A Unitarian church, a gun rights group and a host of other activist organizations on Tuesday sued to end the National Security Agency's massive phone record collection program.
Unlike other lawsuits, which have focused on privacy rights, Tuesday's suit argues that the spying violates the constitutional right to free association.
"The principles of our faith often require our church to take bold stands on controversial issues. We joined this lawsuit to stop the illegal surveillance of our members and the people we serve," the Rev. Rick Hoyt of the First Unitarian Church of Los Angeles said. "This spying makes people afraid to belong to our church community."
The lawsuit, filed in federal court in Northern California, argues that the phone records reveal personal information about the political and religious groups that people belong to and chills free association.
Gene Hoffman, chairman of the Calguns Foundation, said that people in California are "understandably paranoid" about being identified as gun owners.
"Californians on the whole are not real fond of people who own firearms," he said on a conference call with reporters.
The suit claims that the NSA spying violates "the right to communicate anonymously, the right to associate privately, and the right to engage in political advocacy free from government interference."
The Electronic Frontier Foundation, Public Knowledge, TechFreedom, the California chapter of the National Organization for the Reform of Marijuana Laws, Students for Sensible Drug Policy and the Council on American-Islamic Relations also joined the lawsuit.
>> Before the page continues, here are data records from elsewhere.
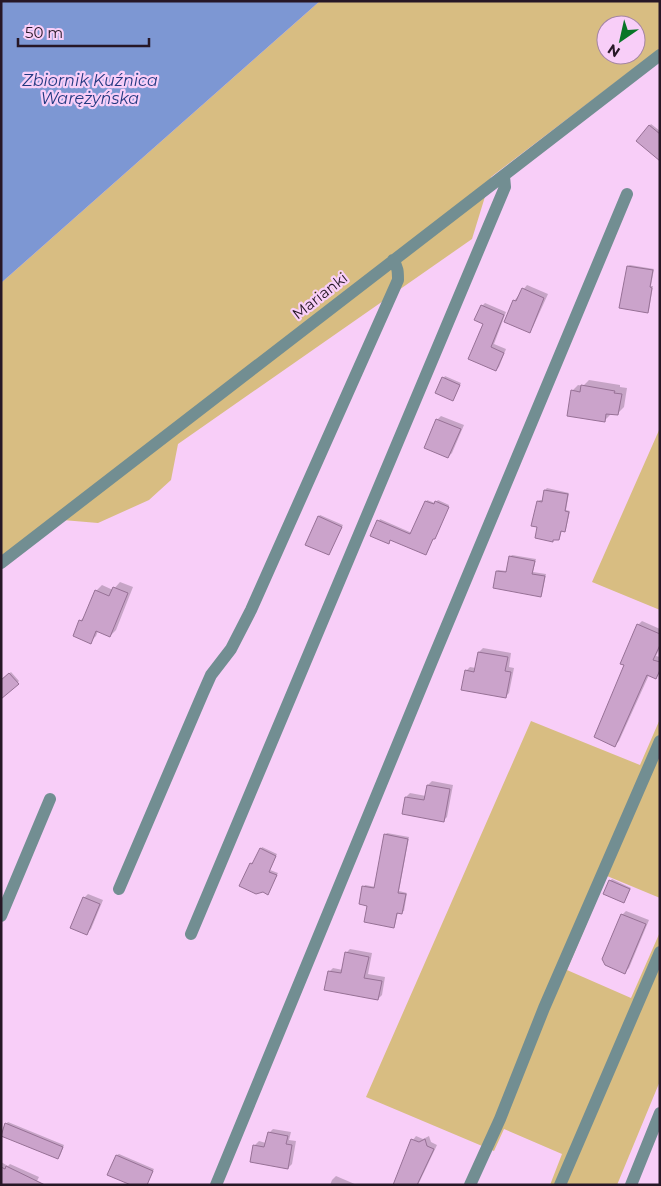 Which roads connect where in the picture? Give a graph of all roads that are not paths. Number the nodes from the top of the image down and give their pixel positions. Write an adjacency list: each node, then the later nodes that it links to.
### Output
1 (660, 55): 2 (street, Marianki)
2 (504, 176): 4 (street, Marianki); 10 (street)
3 (627, 194): 13 (street)
4 (393, 260): 5 (street, Marianki); 8 (street)
5 (1, 563)
6 (660, 741): 14 (street)
7 (50, 799): 9 (street)
8 (119, 889)
9 (1, 916)
10 (191, 934)
11 (660, 952): 15 (street)
12 (660, 1113): 16 (street)
13 (216, 1185)
14 (470, 1185)
15 (560, 1185)
16 (631, 1185) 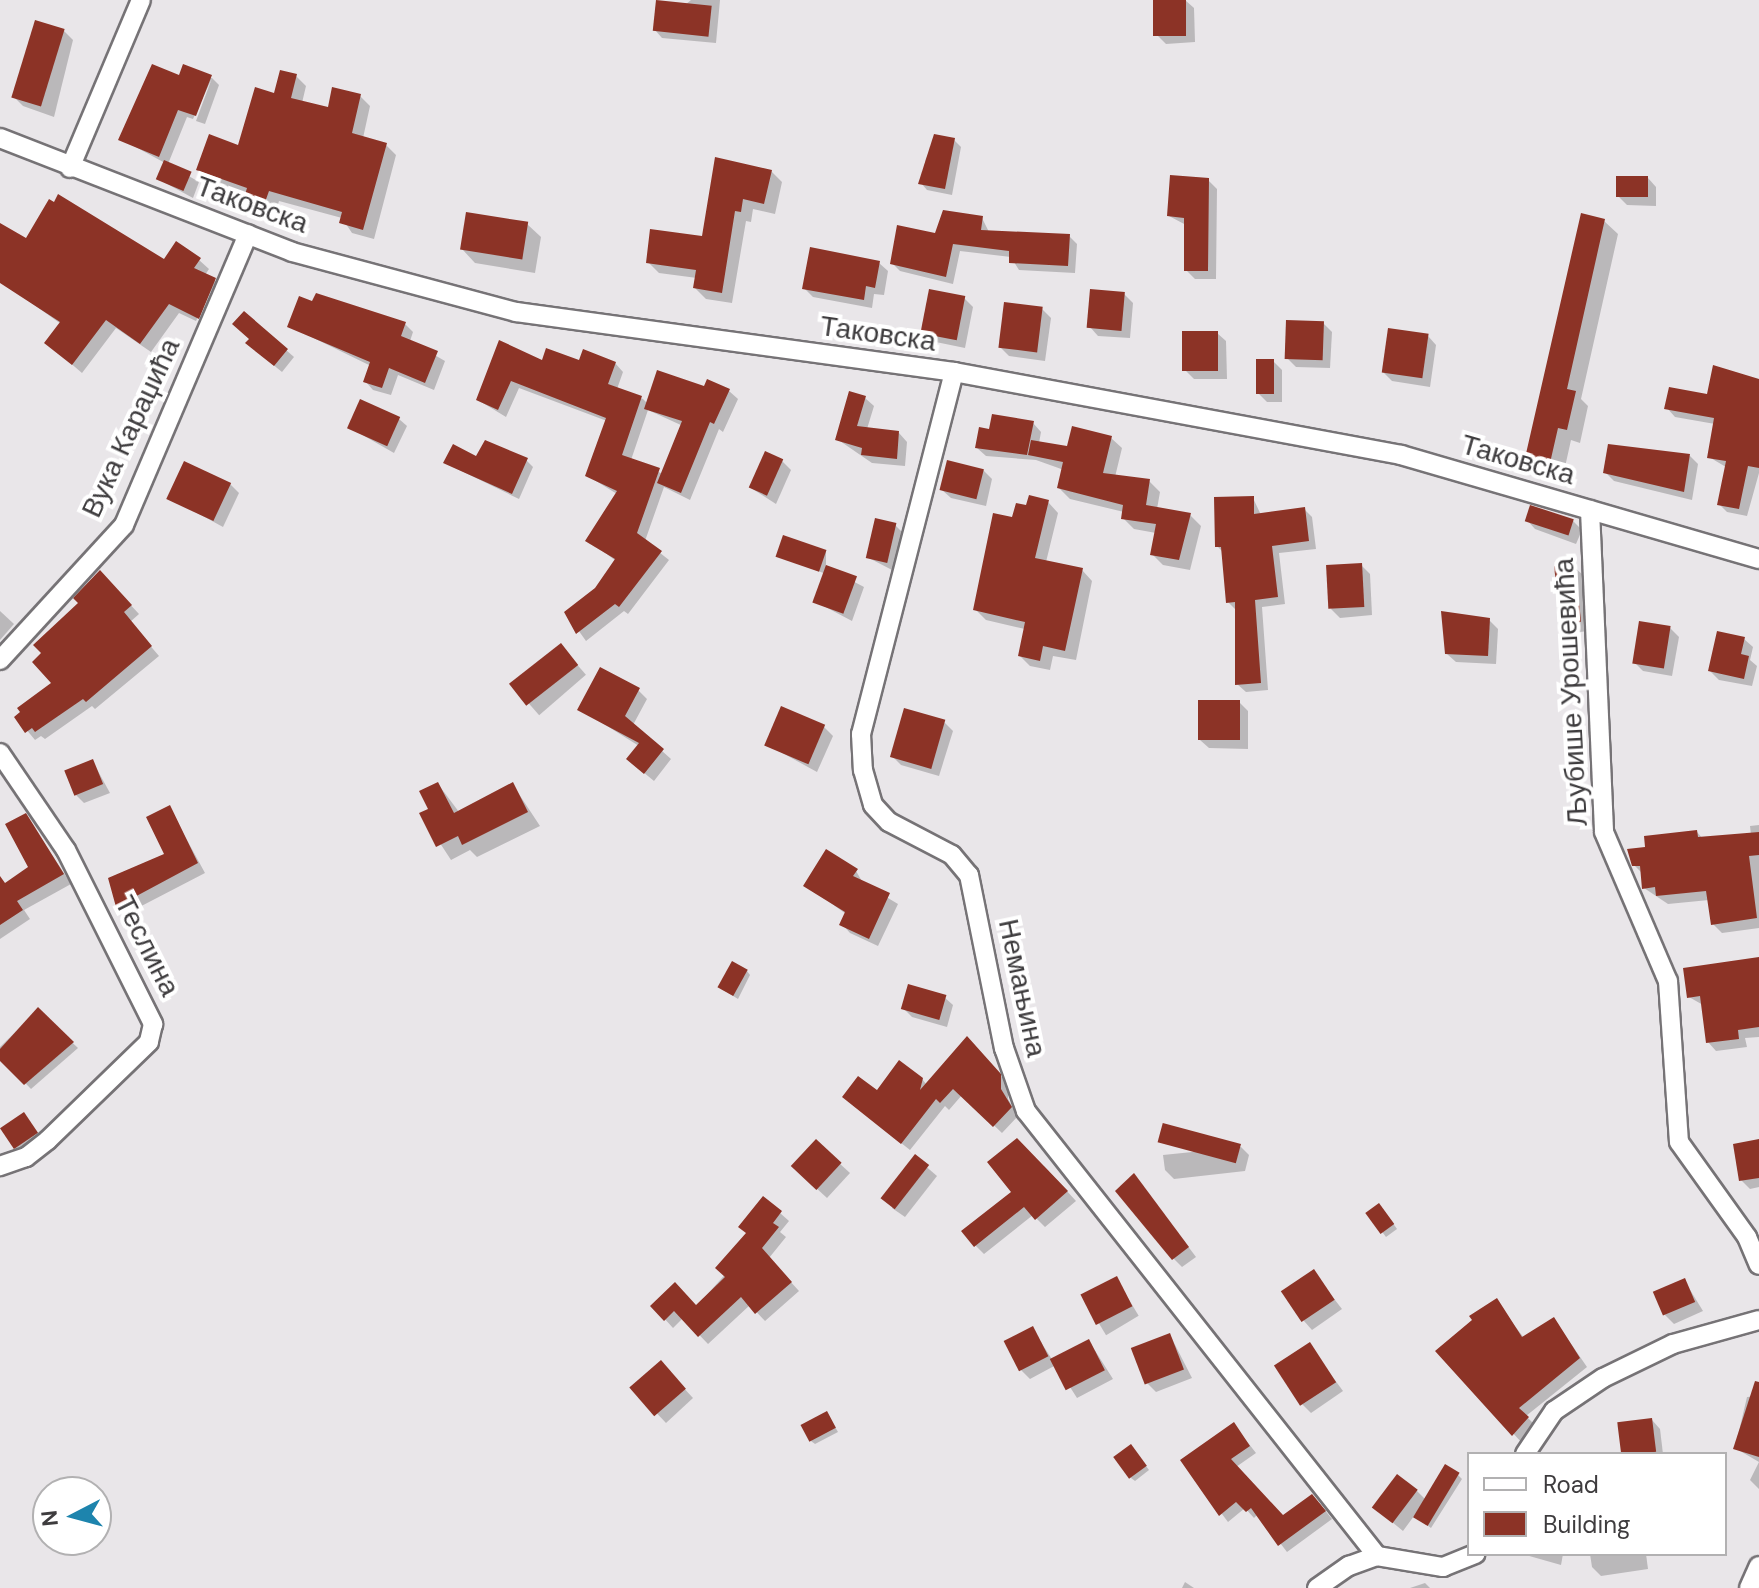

Cindy Cohn, legal director for the Electronic Frontier Foundation, said the lawsuit has a better chance than previous attempts to block government spying. She noted that the courts threw out her group's previous lawsuits because they were unable to prove whether they had actually been spied on.
But now, the NSA has acknowledged collecting records on all phone calls within the United States.
"The government is not going to be able to raise those same secrecy arguments now," she said. "They have admitted the core of what they are doing."
She said she hopes the suit raises public awareness about how the vast surveillance programs affect free-speech rights.
"When the government gets access to the phone records of political and activist organizations and their members, it knows who is talking to whom, when, for how long and how often," she said. "People are simply less likely to associate with organizations when they know the government is watching."